Bpi firma, oggi il «concordato» Magiste

Trovato l’accordo con Popolare Italiana, ora la parola sul fallimento spetta ai giudici

da Milano

La sopravvivenza di Magiste dipende ora solamente dal giudice fallimentare. Dopo un lunghissimo braccio di ferro il gruppo di Stefano Ricucci ha infatti convinto Banca Popolare Italiana ad accettare il concordato preventivo: l’istanza sarà presentata oggi al tribunale a Roma.
Difficile tuttavia soppesare con esattezza l’accordo, legato a molte variabili tra cui il controvalore del pacchetto Capitalia rastrellato da Ricucci (50 milioni alle quotazioni di ieri), tuttora sotto sequestro ma destinato a passare a Bpi. Un primo accordo quadro era stato raggiunto il 7 giugno, quando il consiglio di amministrazione di Bpi aveva manifestato «apprezzamento» per la proposta avanzata dagli advisor di Ricucci. La firma era stata però rinviata affidando all’amministratore delegato Divo Gronchi il compito di definire gli ultimi dettagli con i consulenti dell’immobiliarista che si trova ancora in carcere a Roma. Fino a quando ieri non si è concretizzato l’assenso di Bpi cui è seguita, in una corsa contro il tempo dovuta anche alla minaccia della Procura di procedere alla richiesta di fallimento in mancanza di un atto concreto, una maratona di appuntamenti assembleari per le numerose controllate della galassia Ricucci.
Con questa mossa Bpi pone un altro tassello per lasciarsi definitivamente alle spalle le conseguenze della fallita Opa su Antonveneta e il legame di interessi tra Ricucci e l’ex amministratore delegato Gianpiero Fiorani. Lodi, inizialmente esposta per oltre 800 milioni, si era già rivalsa sul pacchetto Rcs (14,7%) depositato in pegno dall’immobiliarista. L’esito era stato «girare» il 10,3% della partecipazione alla famiglia Benetton e alla Lamaro Costruzioni di Pierluigi Toti (5% a testa) e in parte minore ad alcuni istituzionali tra cui la svizzera Ubs.

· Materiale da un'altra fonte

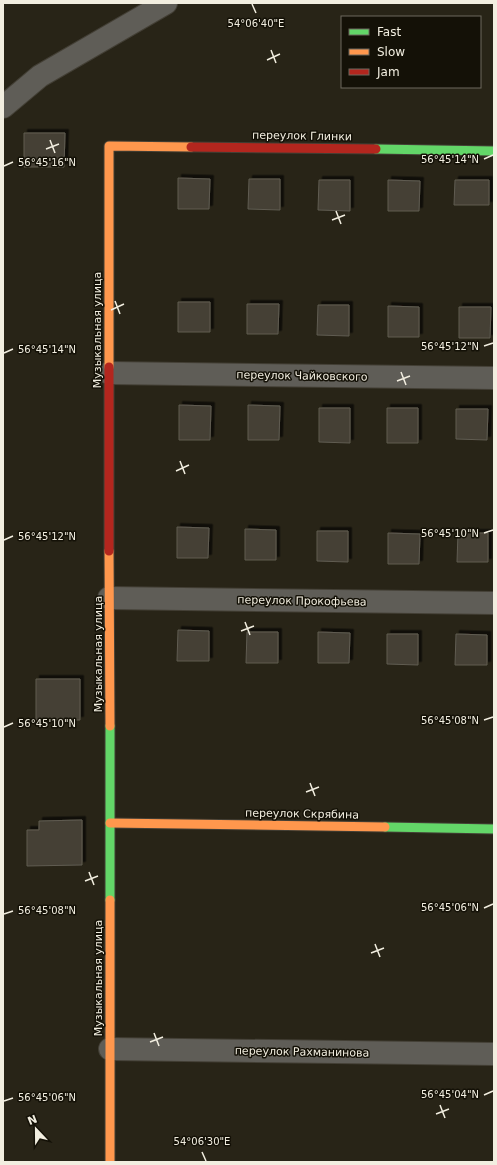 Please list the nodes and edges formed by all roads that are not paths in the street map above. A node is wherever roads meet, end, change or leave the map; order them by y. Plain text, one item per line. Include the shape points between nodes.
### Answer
1 (166, 3) edge
2 (3, 106) edge
3 (109, 146) joint
4 (494, 151) edge
5 (109, 374) junction
6 (494, 378) edge
7 (109, 598) junction
8 (494, 603) edge
9 (110, 824) junction
10 (494, 829) edge
11 (110, 1049) junction
12 (494, 1054) edge
13 (110, 1162) edge

1 - 2 street via 40,76
3 - 4 street, переулок Глинки
3 - 5 street, Музыкальная улица
5 - 6 street, переулок Чайковского
5 - 7 street, Музыкальная улица
7 - 8 street, переулок Прокофьева
7 - 9 street, Музыкальная улица
9 - 10 street, переулок Скрябина
9 - 11 street, Музыкальная улица
11 - 12 street, переулок Рахманинова
11 - 13 street, Музыкальная улица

L’operazione, affidata alle cure di Crédit Suisse, aveva portato 340 milioni nella casse di Popolare Italiana che aveva però dovuto intervenire direttamente a ritirare il resto della partecipazione. Secondo le attese degli ultimi giorni, Lodi dovrebbe rinunciare a 50 milioni di crediti residui e accettare di dilazionare il saldo dei restanti 136 milioni.